I've posted about my boyfriend before. He has calmed down lately and things have been ok so far. I'm still a virgin for what it's worth.
We see each other about once every two weeks, or once every other week. We used to see each other almost every weekend and some weeks days, but our time together has gone down.
I am working full time, overtime, and am in school and go to the gym regularly. I am pretty exhausted all the time so it's not like I have the energy or time to see a guy more than once a week. Soon I will do an internship which will take up even more time. But I can make time if he plans, which he doesn't. Or when he does he cancels and reschedules at the last minute.
I am pretty down. I called him today asking if we will see each other this weekend and he said no, he has to work. Why can't he tell me? Why do I have to ask him?
My hairstylist said it's not normal for a guy to see someone he loves only once every couple weeks.
This dude calls me like 3-4 times a day to declare his love for me and every night before bed. I've posted his issues before too. Lately things have been uneventful but I am well aware that his bad behavior will come out again as well.
Who cares if it's normal? (The answer is no, it is not.) More importantly, are you getting your needs met? It doesn't sound like it. Don't ever beg a man to give you his time. He's a manipulative loser and you can do much better. Stop entertaining this lazy lying douchebag. He doesn't love you and he doesn't care about you enough. A man who is worthy would move mountains to see you as often as you allow it. Throw this one back.
Talk is cheap.
So what if he calls you 3-4 times a day? All he has to do is touch a button and you're there. There's no effort on his part.
If a man isn't spending time and/or money on you, he isn't interested.
In one of your comments you’ve stated that 80% of the time he doesn’t want to see you. That should tell you everything you need to know. He is not into you. You have created a fantasy relationship that doesn’t actually exist because he keeps manipulating you through calls and texts so he can string you along.
Wake up sis, you’re being walked all over because you’re an easy target given your low self-esteem and self-worth. Love is actions, not bullshit words in a phone call.
Yeet this time-waster out of your life, and invest your love and energy into yourself. You’ve admitted you have low self-esteem. Stop dating and work on that. Let’s be real, dating someone with low self-esteem and confidence is mentally draining.
Girl, I saw your recent posts here and I'm telling you, your boyfriend is a toxic piece of fucking trash and you need to dump him asap because as someone once said on here: there are more red flags here then at a fucking communist party.
Just to quote some things you've said:
- You think he can become emotionally abusive or manipulative.
- He steals.
- You suspect him of cheating yet he suspects you of cheating. He is jealous and controlling (I am 99% sure he is the cheater)
- He doesn't respect the fact that you don't want sex with him, gets angry and shouts at you. Then he's telling you that you're overreacting and too panicky. That's abuse, gaslighting and you're very close to being sexual abused if you haven't been already.
- You're almost one year in a relationship and haven't met his family.
- He wants to piggyback your credit card?

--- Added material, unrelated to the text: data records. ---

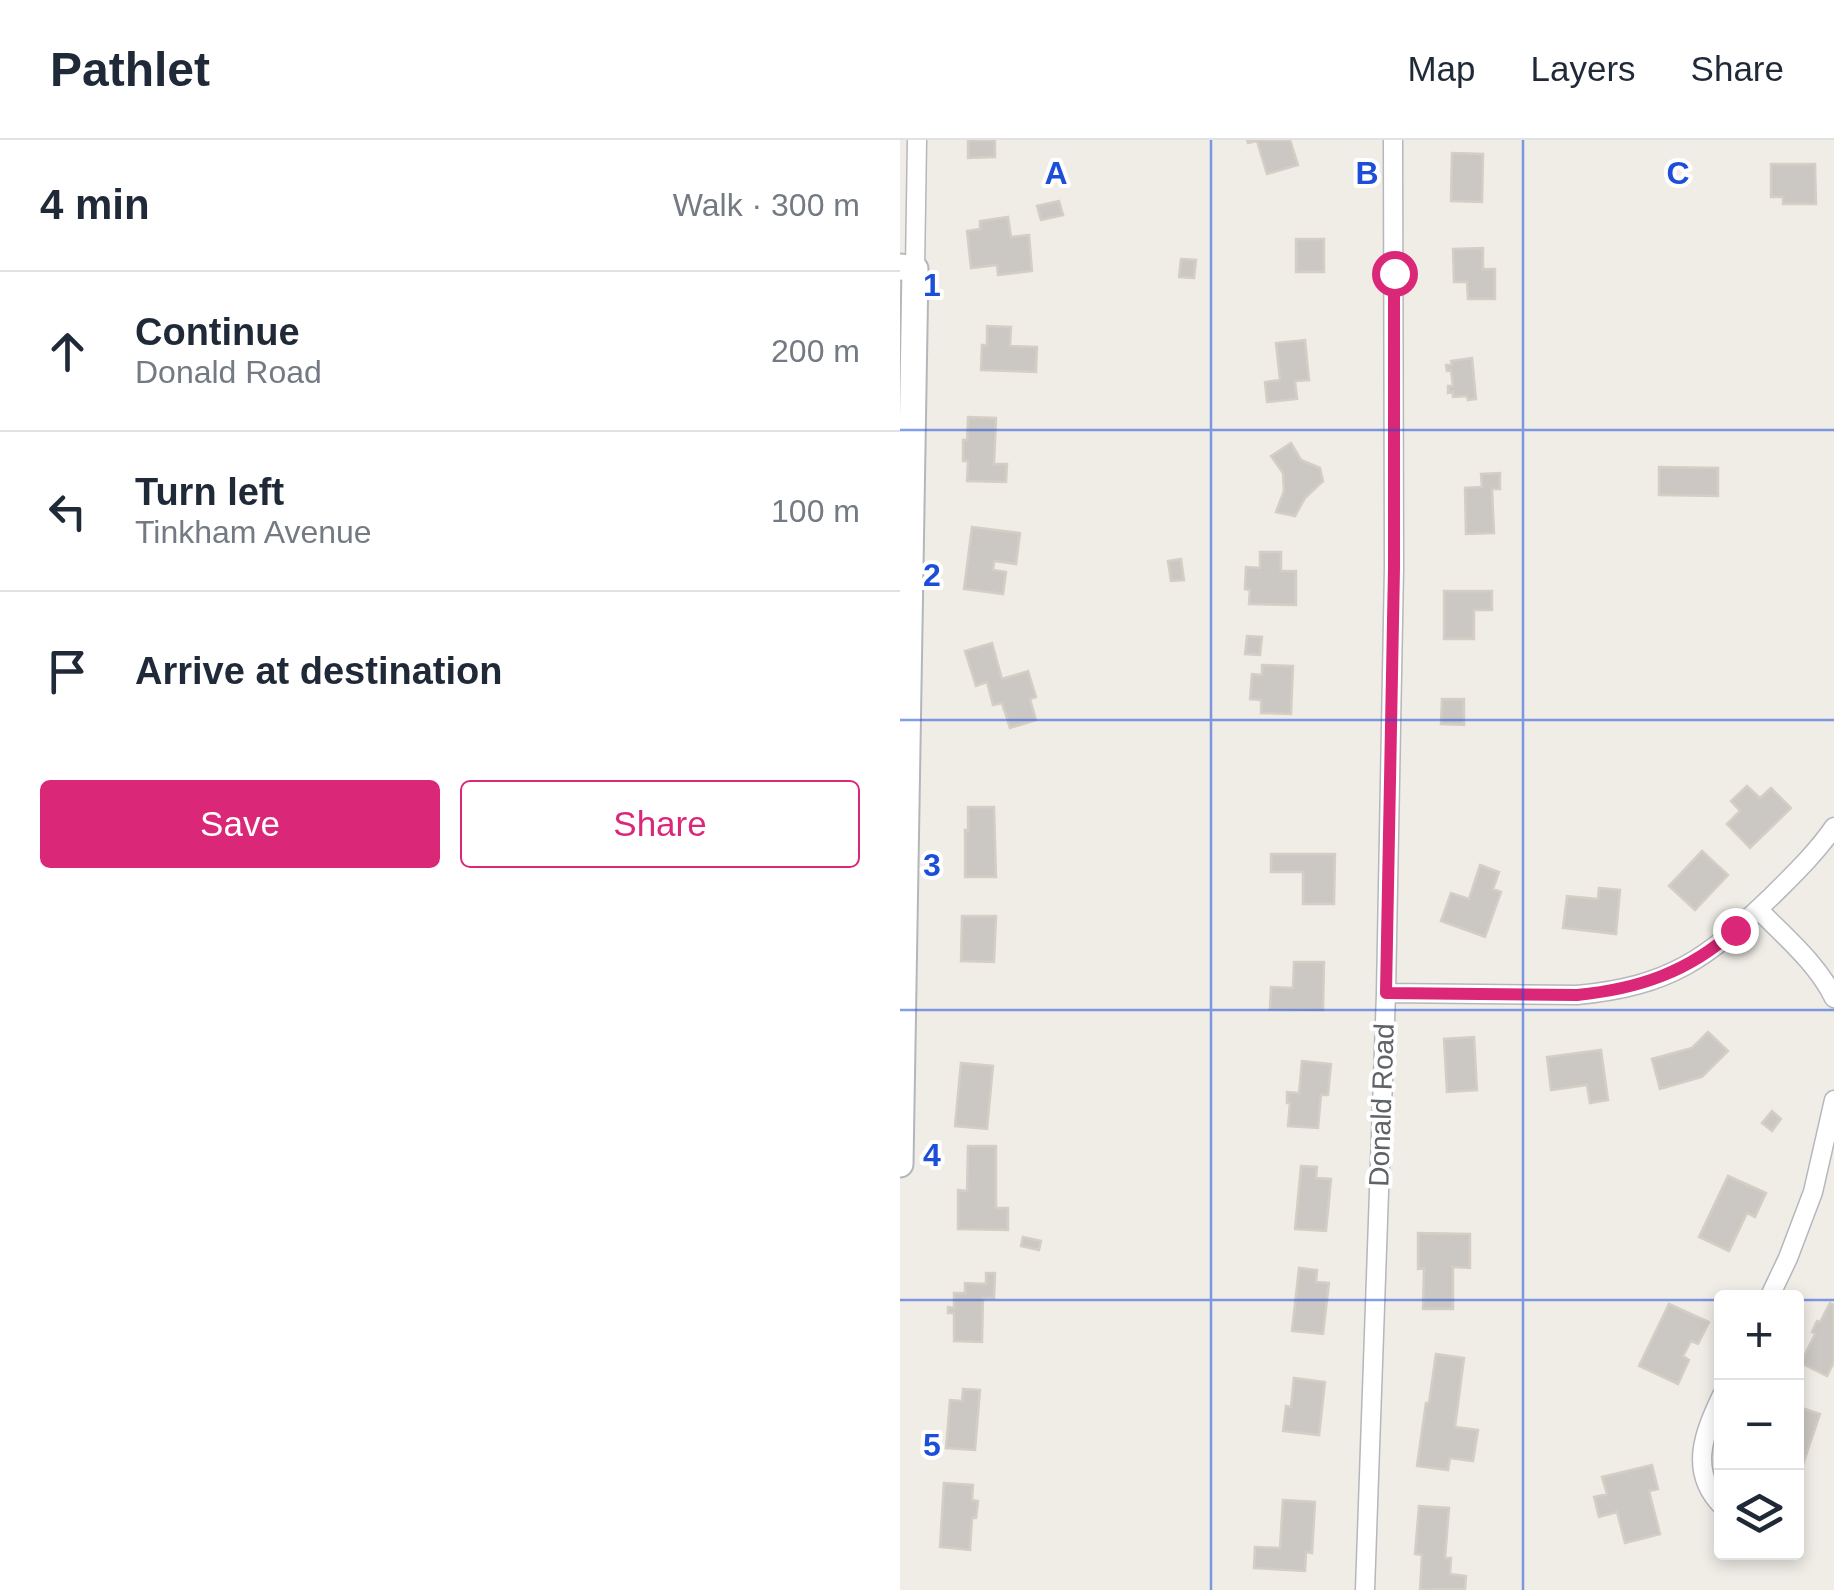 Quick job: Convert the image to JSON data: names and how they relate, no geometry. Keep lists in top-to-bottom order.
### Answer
{
  "streets": {
    "street": ["Donald Road"]
  },
  "page": {
    "header": "Pathlet",
    "nav": ["Map", "Layers", "Share"],
    "heading": ["4 min", "Walk · 300 m"],
    "list": [
      ["Continue", "Donald Road", "200 m"],
      ["Turn left", "Tinkham Avenue", "100 m"],
      "Arrive at destination"
    ],
    "buttons": ["Save", "Share"],
    "map_buttons": ["+", "−"]
  },
  "grid": {
    "columns": ["A", "B", "C"],
    "rows": [
      "1",
      "2",
      "3",
      "4",
      "5"
    ]
  }
}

Like wtf? Why? So he is not responsible for the charges made on your credit-card?
Come on.
You KNOW this man is bad for you. You KNOW this because you wrote all these things yourself, you are not a dumb woman, you just think you can't live without this pos.

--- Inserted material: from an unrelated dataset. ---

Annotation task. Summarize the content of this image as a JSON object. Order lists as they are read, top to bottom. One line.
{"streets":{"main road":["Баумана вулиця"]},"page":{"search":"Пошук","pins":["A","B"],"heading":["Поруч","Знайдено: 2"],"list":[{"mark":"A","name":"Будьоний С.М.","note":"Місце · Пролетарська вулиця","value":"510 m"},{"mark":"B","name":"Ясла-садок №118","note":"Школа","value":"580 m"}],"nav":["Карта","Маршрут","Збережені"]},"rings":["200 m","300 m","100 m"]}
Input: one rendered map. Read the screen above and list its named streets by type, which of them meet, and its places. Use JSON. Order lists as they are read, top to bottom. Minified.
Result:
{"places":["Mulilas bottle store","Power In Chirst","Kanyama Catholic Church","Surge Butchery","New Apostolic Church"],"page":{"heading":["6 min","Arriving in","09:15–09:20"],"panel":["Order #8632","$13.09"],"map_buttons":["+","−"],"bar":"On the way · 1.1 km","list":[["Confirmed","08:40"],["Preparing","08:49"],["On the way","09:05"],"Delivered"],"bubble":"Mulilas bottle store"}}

Fun fact: You definitely can!!
Make an escape plan asap and gtfo.
You know this dude is toxic, however temporarily calm he may be. Please cut him off already.
It's not working out. Break up.
Your bf needs to be dumped. Dump him then block and delete. He is putting zero effort to see you even if you are both busy. Priorities!
When a guy really likes you, and you've moved beyond the initial stage, he usually wants to see you as much as possible and is obviously trying to restrain himself from doing that. There's no way he'd be fine with just seeing you every two weeks.
He’s getting sex every other week with another woman and waiting you out, since you’re the virgin. You’re not really in a relationship. This guy is just waiting for your emotions to push you to have sex with him, and he’ll probably bounce afterwards knowing what males are like. Date other guys whilst he’s gone with the other girls he sees. Find the one who’s moving the relationship towards marriage not towards grinding you down via being ignored so that you’ll give up your virginity in hopes of seeing him more.
Please end this relationship. The red flags are many and vibrant.
At the beginning I tend to see people almost half of every week and as it settles into a more relaxed pace I see them 2-3 times a week. I'd be cool with every other week if we weren't exclusive and I had a roster, but not otherwise.
Big hugs to you, Queen. This all sounds super painful. Please check out Crappy Childhood Fairy’s (Anna Runkle) YouTube videos on the how’s and why’s of so many of us getting hooked into lopsided relationships with users due to trauma from our childhoods. We can truly heal and level up once we realize wtf is going on. 💕
Yeah it’s not normal. I’d say you should see each other four days a week.
Put yourself first. Choose you.
How do you live normally? I mean without him. If he isn’t levelling your life up then why ever bother?